What is expected
An exact repetition of the data below, without images, is the expected answer.

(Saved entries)
*-*-*

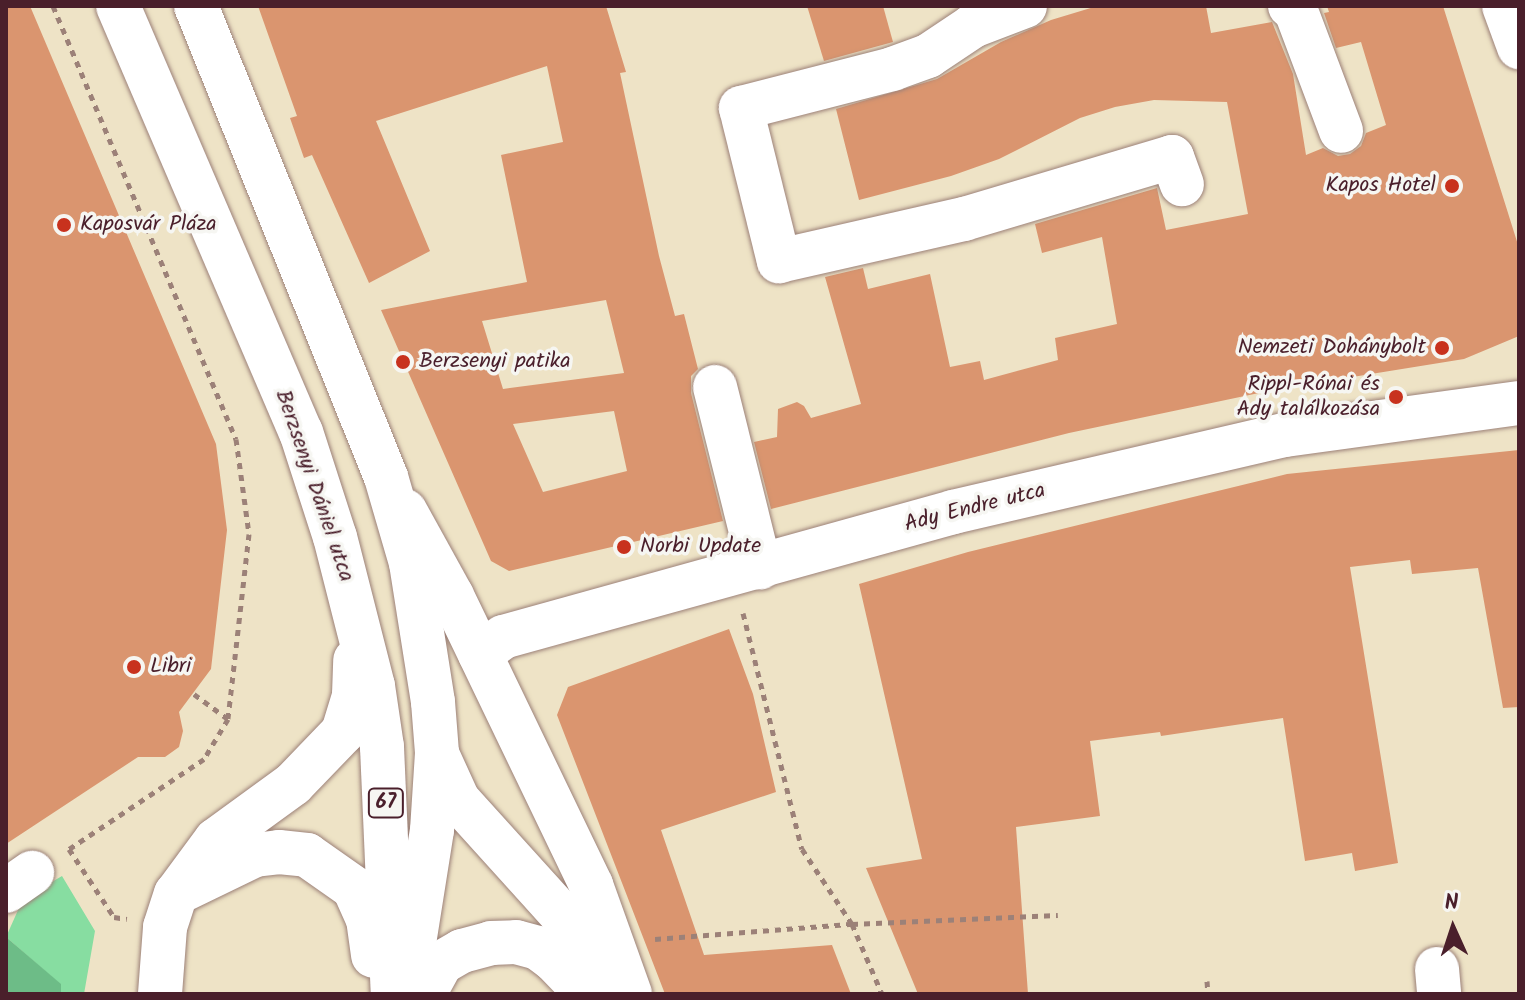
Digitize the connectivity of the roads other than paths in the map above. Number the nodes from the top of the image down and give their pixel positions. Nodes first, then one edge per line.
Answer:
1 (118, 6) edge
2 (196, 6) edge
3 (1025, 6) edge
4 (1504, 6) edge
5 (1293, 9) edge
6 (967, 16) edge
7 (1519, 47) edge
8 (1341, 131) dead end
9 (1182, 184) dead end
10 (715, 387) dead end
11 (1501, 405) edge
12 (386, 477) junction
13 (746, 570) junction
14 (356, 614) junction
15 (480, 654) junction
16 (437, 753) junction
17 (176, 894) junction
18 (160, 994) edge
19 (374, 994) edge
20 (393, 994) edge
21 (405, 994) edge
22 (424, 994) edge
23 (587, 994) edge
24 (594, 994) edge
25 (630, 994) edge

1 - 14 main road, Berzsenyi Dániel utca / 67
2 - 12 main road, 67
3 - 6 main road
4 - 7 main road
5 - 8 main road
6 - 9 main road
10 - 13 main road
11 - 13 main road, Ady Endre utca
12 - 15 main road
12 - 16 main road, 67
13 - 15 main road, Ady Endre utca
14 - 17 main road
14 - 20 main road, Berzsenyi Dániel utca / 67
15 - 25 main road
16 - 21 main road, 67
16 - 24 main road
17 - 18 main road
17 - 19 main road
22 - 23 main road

*-*-*

Task solution
Digitize the connectivity of the roads other than paths in the map above. Number the nodes from the top of the image down and give their pixel positions. Nodes first, then one edge per line.
Answer:
1 (118, 6) edge
2 (196, 6) edge
3 (1025, 6) edge
4 (1504, 6) edge
5 (1293, 9) edge
6 (967, 16) edge
7 (1519, 47) edge
8 (1341, 131) dead end
9 (1182, 184) dead end
10 (715, 387) dead end
11 (1501, 405) edge
12 (386, 477) junction
13 (746, 570) junction
14 (356, 614) junction
15 (480, 654) junction
16 (437, 753) junction
17 (176, 894) junction
18 (160, 994) edge
19 (374, 994) edge
20 (393, 994) edge
21 (405, 994) edge
22 (424, 994) edge
23 (587, 994) edge
24 (594, 994) edge
25 (630, 994) edge

1 - 14 main road, Berzsenyi Dániel utca / 67
2 - 12 main road, 67
3 - 6 main road
4 - 7 main road
5 - 8 main road
6 - 9 main road
10 - 13 main road
11 - 13 main road, Ady Endre utca
12 - 15 main road
12 - 16 main road, 67
13 - 15 main road, Ady Endre utca
14 - 17 main road
14 - 20 main road, Berzsenyi Dániel utca / 67
15 - 25 main road
16 - 21 main road, 67
16 - 24 main road
17 - 18 main road
17 - 19 main road
22 - 23 main road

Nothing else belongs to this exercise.